---------- RECORDS SUPPLIED

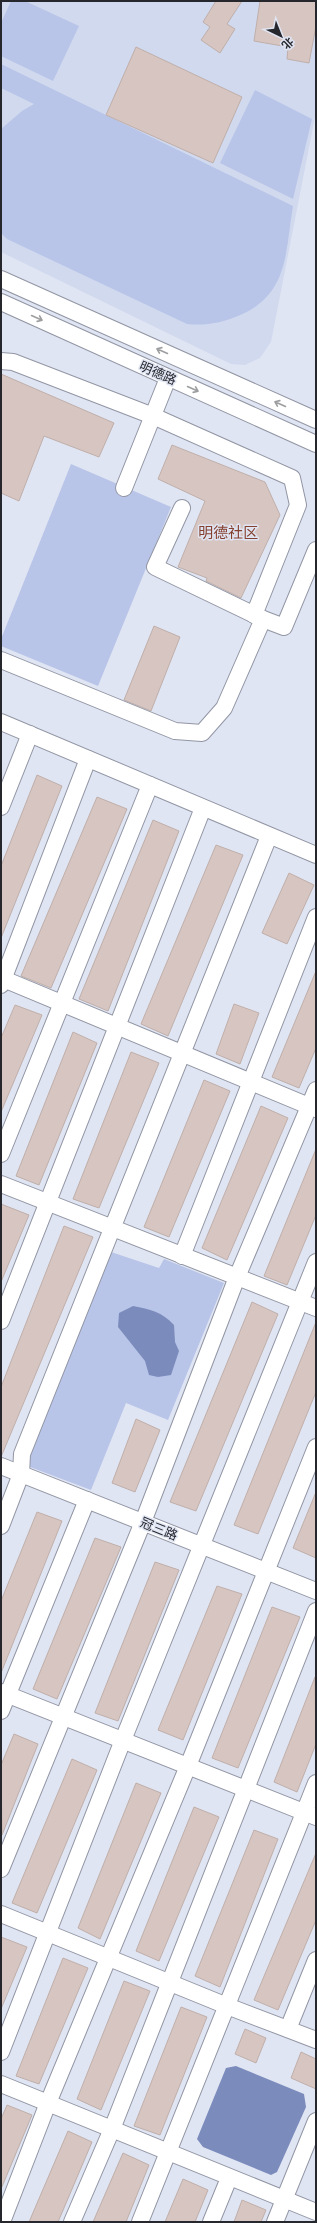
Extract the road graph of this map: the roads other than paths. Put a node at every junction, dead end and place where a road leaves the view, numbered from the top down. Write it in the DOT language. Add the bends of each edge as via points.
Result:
graph roads {
  1 [pos="1,279"];
  2 [pos="1,302"];
  3 [pos="1,361"];
  4 [pos="168,378"];
  5 [pos="153,416"];
  6 [pos="316,420"];
  7 [pos="316,444"];
  8 [pos="124,488"];
  9 [pos="182,508"];
  10 [pos="316,550"];
  11 [pos="259,617"];
  12 [pos="1,660"];
  13 [pos="1,722"];
  14 [pos="30,734"];
  15 [pos="88,759"];
  16 [pos="150,785"];
  17 [pos="1,807"];
  18 [pos="203,808"];
  19 [pos="269,836"];
  20 [pos="316,855"];
  21 [pos="316,917"];
  22 [pos="2,981"];
  23 [pos="61,1003"];
  24 [pos="116,1026"];
  25 [pos="182,1054"];
  26 [pos="251,1082"];
  27 [pos="316,1090"];
  28 [pos="313,1108"];
  29 [pos="1,1154"];
  30 [pos="1,1184"];
  31 [pos="47,1203"];
  32 [pos="112,1229"];
  33 [pos="182,1256"];
  34 [pos="316,1262"];
  35 [pos="237,1277"];
  36 [pos="300,1302"];
  37 [pos="316,1308"];
  38 [pos="1,1321"];
  39 [pos="316,1447"];
  40 [pos="1,1466"];
  41 [pos="21,1474"];
  42 [pos="87,1500"];
  43 [pos="143,1522"];
  44 [pos="1,1526"];
  45 [pos="202,1546"];
  46 [pos="265,1571"];
  47 [pos="316,1591"];
  48 [pos="316,1611"];
  49 [pos="4,1693"];
  50 [pos="1,1711"];
  51 [pos="62,1716"];
  52 [pos="123,1740"];
  53 [pos="188,1766"];
  54 [pos="316,1783"];
  55 [pos="246,1789"];
  56 [pos="310,1815"];
  57 [pos="1,1869"];
  58 [pos="1,1914"];
  59 [pos="48,1933"];
  60 [pos="109,1958"];
  61 [pos="316,1960"];
  62 [pos="169,1982"];
  63 [pos="227,2006"];
  64 [pos="288,2029"];
  65 [pos="316,2040"];
  66 [pos="1,2052"];
  67 [pos="1,2084"];
  68 [pos="48,2103"];
  69 [pos="316,2121"];
  70 [pos="112,2130"];
  71 [pos="168,2153"];
  72 [pos="229,2178"];
  73 [pos="285,2199"];
  74 [pos="316,2212"];
  75 [pos="2,2222"];
  76 [pos="72,2222"];
  77 [pos="140,2222"];
  78 [pos="211,2222"];
  79 [pos="276,2222"];
  6 -- 1 [label="street, 明德路, one-way"];
  2 -- 4 [label="street, 明德路, one-way"];
  3 -- 5 [label="street" via="13,362"];
  4 -- 5 [label="street"];
  4 -- 7 [label="street, 明德路, one-way"];
  5 -- 8 [label="street"];
  5 -- 11 [label="street" via="292,478 298,505"];
  9 -- 11 [label="street" via="155,568"];
  10 -- 11 [label="street" via="284,627"];
  11 -- 12 [label="street" via="224,708 202,733 175,731"];
  13 -- 14 [label="street"];
  14 -- 15 [label="street"];
  14 -- 17 [label="street"];
  15 -- 16 [label="street"];
  15 -- 22 [label="street"];
  16 -- 18 [label="street"];
  16 -- 23 [label="street"];
  18 -- 19 [label="street"];
  18 -- 24 [label="street"];
  19 -- 20 [label="street"];
  19 -- 25 [label="street"];
  21 -- 26 [label="street"];
  22 -- 23 [label="street"];
  23 -- 24 [label="street"];
  23 -- 29 [label="street"];
  24 -- 25 [label="street"];
  24 -- 31 [label="street"];
  25 -- 26 [label="street"];
  25 -- 32 [label="street"];
  26 -- 28 [label="street"];
  26 -- 33 [label="street"];
  27 -- 28 [label="street"];
  28 -- 35 [label="street"];
  30 -- 31 [label="street"];
  31 -- 32 [label="street"];
  31 -- 38 [label="street"];
  32 -- 33 [label="street"];
  32 -- 41 [label="street" via="22,1454"];
  33 -- 35 [label="street"];
  34 -- 36 [label="street"];
  35 -- 36 [label="street"];
  35 -- 43 [label="street"];
  36 -- 37 [label="street"];
  36 -- 45 [label="street"];
  39 -- 46 [label="street"];
  40 -- 41 [label="street, 冠三路"];
  41 -- 42 [label="street, 冠三路"];
  41 -- 44 [label="street"];
  42 -- 43 [label="street, 冠三路"];
  42 -- 49 [label="street"];
  43 -- 45 [label="street, 冠三路"];
  43 -- 51 [label="street"];
  45 -- 46 [label="street, 冠三路"];
  45 -- 52 [label="street"];
  46 -- 47 [label="street, 冠三路"];
  46 -- 53 [label="street"];
  48 -- 55 [label="street"];
  49 -- 50 [label="street"];
  49 -- 51 [label="street"];
  51 -- 52 [label="street"];
  51 -- 57 [label="street"];
  52 -- 53 [label="street"];
  52 -- 59 [label="street"];
  53 -- 55 [label="street"];
  53 -- 60 [label="street"];
  54 -- 56 [label="street"];
  55 -- 56 [label="street"];
  55 -- 62 [label="street"];
  56 -- 63 [label="street"];
  58 -- 59 [label="street"];
  59 -- 60 [label="street"];
  59 -- 66 [label="street"];
  60 -- 62 [label="street"];
  60 -- 68 [label="street"];
  61 -- 64 [label="street"];
  62 -- 63 [label="street"];
  62 -- 70 [label="street"];
  63 -- 64 [label="street"];
  63 -- 71 [label="street"];
  64 -- 65 [label="street"];
  67 -- 68 [label="street"];
  68 -- 70 [label="street"];
  68 -- 75 [label="street"];
  69 -- 73 [label="street"];
  70 -- 71 [label="street"];
  70 -- 76 [label="street"];
  71 -- 72 [label="street"];
  71 -- 77 [label="street"];
  72 -- 73 [label="street"];
  72 -- 78 [label="street"];
  73 -- 74 [label="street"];
  73 -- 79 [label="street"];
}
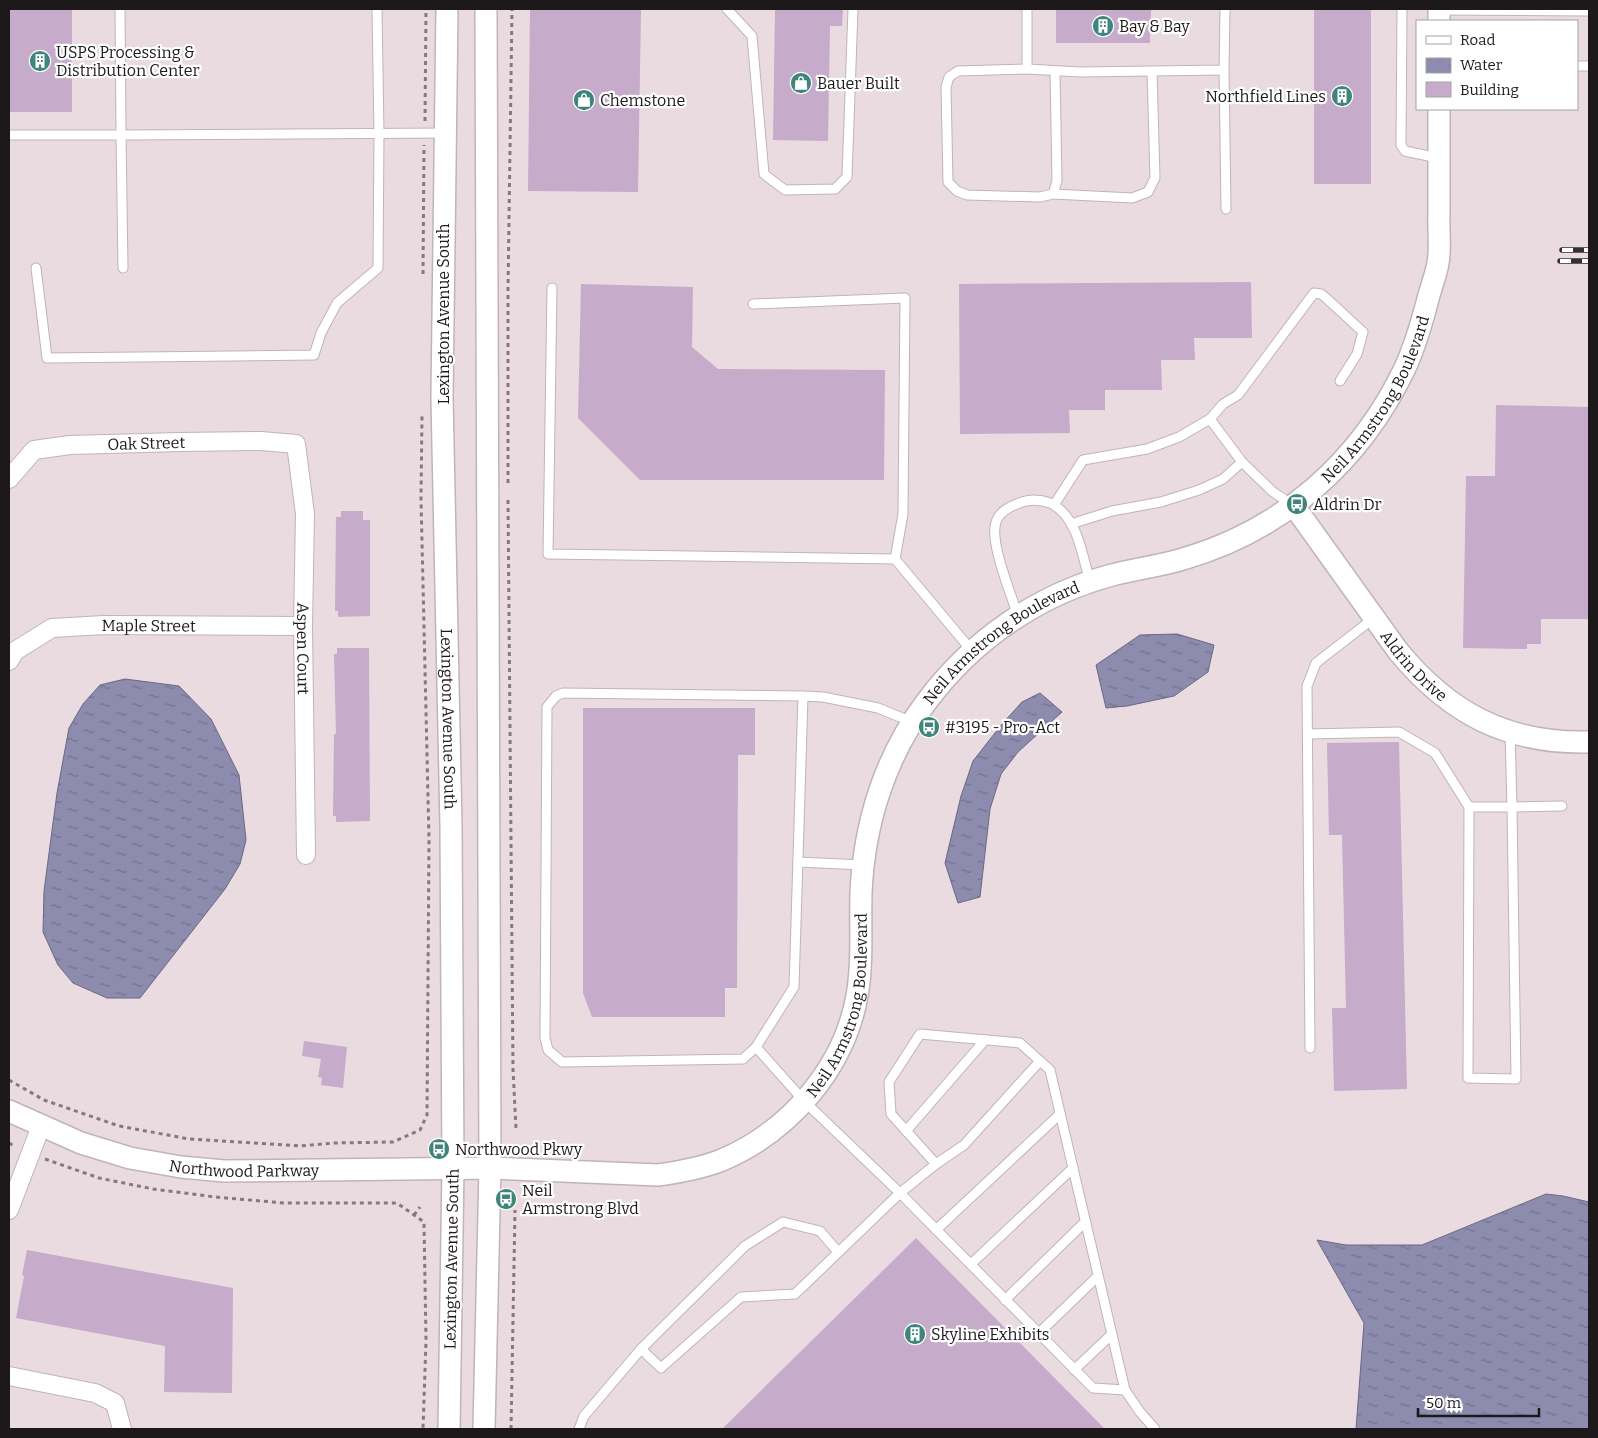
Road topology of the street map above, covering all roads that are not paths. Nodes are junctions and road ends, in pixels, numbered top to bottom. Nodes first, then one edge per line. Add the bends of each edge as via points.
1 (120, 9) edge
2 (377, 9) edge
3 (447, 9) edge
4 (486, 9) edge
5 (727, 9) edge
6 (853, 9) edge
7 (1027, 9) edge
8 (1225, 9) edge
9 (1402, 9) edge
10 (1589, 10) edge
11 (1439, 13) edge
12 (1027, 69) junction
13 (1224, 70) junction
14 (1055, 71) junction
15 (1152, 71) junction
16 (1439, 110) edge
17 (435, 133) junction
18 (379, 134) junction
19 (9, 135) edge
20 (121, 135) junction
21 (1439, 158) junction
22 (1053, 194) junction
23 (1226, 209) dead end
24 (36, 268) dead end
25 (122, 268) dead end
26 (552, 288) dead end
27 (753, 304) dead end
28 (1340, 381) dead end
29 (1210, 420) junction
30 (296, 444) joint
31 (1242, 462) junction
32 (9, 479) edge
33 (1054, 505) junction
34 (1294, 506) junction
35 (1071, 524) junction
36 (895, 559) junction
37 (1090, 582) junction
38 (1018, 616) junction
39 (1374, 618) junction
40 (303, 626) junction
41 (11, 650) edge
42 (972, 651) junction
43 (803, 696) junction
44 (912, 722) junction
45 (1510, 732) junction
46 (1308, 734) junction
47 (1589, 742) edge
48 (1562, 806) dead end
49 (1469, 808) junction
50 (1512, 808) junction
51 (306, 855) dead end
52 (798, 862) junction
53 (863, 865) junction
54 (984, 1040) junction
55 (756, 1047) junction
56 (1310, 1048) dead end
57 (1040, 1061) junction
58 (804, 1101) junction
59 (9, 1111) edge
60 (1060, 1114) junction
61 (41, 1126) junction
62 (906, 1131) junction
63 (936, 1164) junction
64 (453, 1168) junction
65 (490, 1168) junction
66 (1073, 1168) junction
67 (900, 1193) junction
68 (9, 1210) edge
69 (1085, 1222) junction
70 (936, 1230) junction
71 (838, 1252) junction
72 (970, 1264) junction
73 (1098, 1276) junction
74 (1005, 1300) junction
75 (1039, 1334) junction
76 (1112, 1334) junction
77 (642, 1348) junction
78 (1074, 1370) junction
79 (9, 1376) edge
80 (1125, 1390) junction
81 (122, 1429) edge
82 (449, 1429) edge
83 (484, 1429) edge
84 (579, 1429) edge
85 (1155, 1429) edge

1 - 20 lane
2 - 18 lane
3 - 17 street, Lexington Avenue South
4 - 65 street
5 - 6 lane via 752,36 764,174 785,190 835,189 847,177
7 - 12 lane
8 - 13 lane
9 - 21 lane via 1401,145 1406,151
10 - 11 lane
12 - 14 lane
12 - 22 lane via 958,71 949,77 946,87 948,182 967,195
13 - 15 lane
13 - 23 lane
14 - 15 lane
14 - 22 lane via 1057,181
15 - 22 lane via 1155,178 1148,192 1132,198
16 - 21 street, Neil Armstrong Boulevard
17 - 18 lane
17 - 64 street, Lexington Avenue South via 451,826
18 - 20 lane
18 - 24 lane via 378,268 337,303 314,355 47,358
19 - 20 lane
20 - 25 lane
21 - 34 street, Neil Armstrong Boulevard via 1438,261 1406,365 1390,398 1348,457
26 - 36 lane via 548,554
27 - 36 lane via 905,298 903,514
28 - 29 lane via 1357,354 1363,332 1326,297 1314,293 1238,395 1223,404
29 - 31 lane
29 - 33 lane via 1147,449 1083,460
30 - 32 street, Oak Street via 261,441 70,445 34,450
30 - 40 street, Aspen Court via 305,514
31 - 34 lane via 1273,492
31 - 35 lane via 1222,479 1199,490
33 - 35 lane via 1062,510
33 - 38 lane via 1044,501 1023,501 1004,510 995,525 997,550
34 - 37 street, Neil Armstrong Boulevard via 1260,528 1222,546 1184,559
34 - 39 street, Aldrin Drive
35 - 37 lane
36 - 42 lane
37 - 38 street, Neil Armstrong Boulevard via 1058,594
38 - 42 street, Neil Armstrong Boulevard
39 - 45 street, Aldrin Drive via 1398,651 1434,689 1479,720
39 - 46 lane via 1316,662 1307,686
40 - 41 street, Maple Street via 104,625 52,628
40 - 51 street, Aspen Court
42 - 44 street, Neil Armstrong Boulevard via 942,682
43 - 44 lane via 878,708
43 - 52 lane
43 - 55 lane via 563,694 556,696 547,707 545,1038 548,1050 562,1062 743,1060
44 - 53 street, Neil Armstrong Boulevard via 882,782
45 - 47 street, Aldrin Drive via 1530,738
45 - 50 lane
46 - 49 lane via 1398,732 1435,753
46 - 56 lane
48 - 50 lane
49 - 50 lane
49 - 50 lane via 1468,1078 1516,1079
52 - 53 lane
52 - 55 lane via 794,987
53 - 58 street, Neil Armstrong Boulevard via 861,957 856,999 834,1060
54 - 57 lane via 1020,1043
54 - 62 lane
54 - 62 lane via 920,1034 889,1082 891,1114
55 - 58 lane
57 - 60 lane via 1050,1070
57 - 63 lane via 964,1145
58 - 65 street, Neil Armstrong Boulevard via 760,1140 722,1160 681,1171 658,1175
58 - 67 lane
59 - 61 street, Northwood Parkway
60 - 66 lane
60 - 70 lane
61 - 64 street, Northwood Parkway via 130,1158 181,1167 224,1171
61 - 68 street
62 - 63 lane
63 - 67 lane
64 - 65 street, Northwood Parkway
64 - 82 street, Lexington Avenue South
65 - 83 street
66 - 69 lane
66 - 72 lane
67 - 70 lane
67 - 71 lane
69 - 73 lane
69 - 74 lane
70 - 72 lane
71 - 77 lane via 795,1294 741,1297 661,1368
71 - 77 lane via 820,1231 783,1222 745,1246
72 - 74 lane
73 - 75 lane
73 - 76 lane
74 - 75 lane
75 - 78 lane
76 - 78 lane
76 - 80 lane
77 - 84 lane via 584,1416
78 - 80 lane via 1093,1388
79 - 81 street via 95,1393 115,1403
80 - 85 lane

--------------------

WHAT YOU SHOULD DO: A single number is required: the count of lines in the data above that include the string "dead".

RESULT OF THIS TASK: 10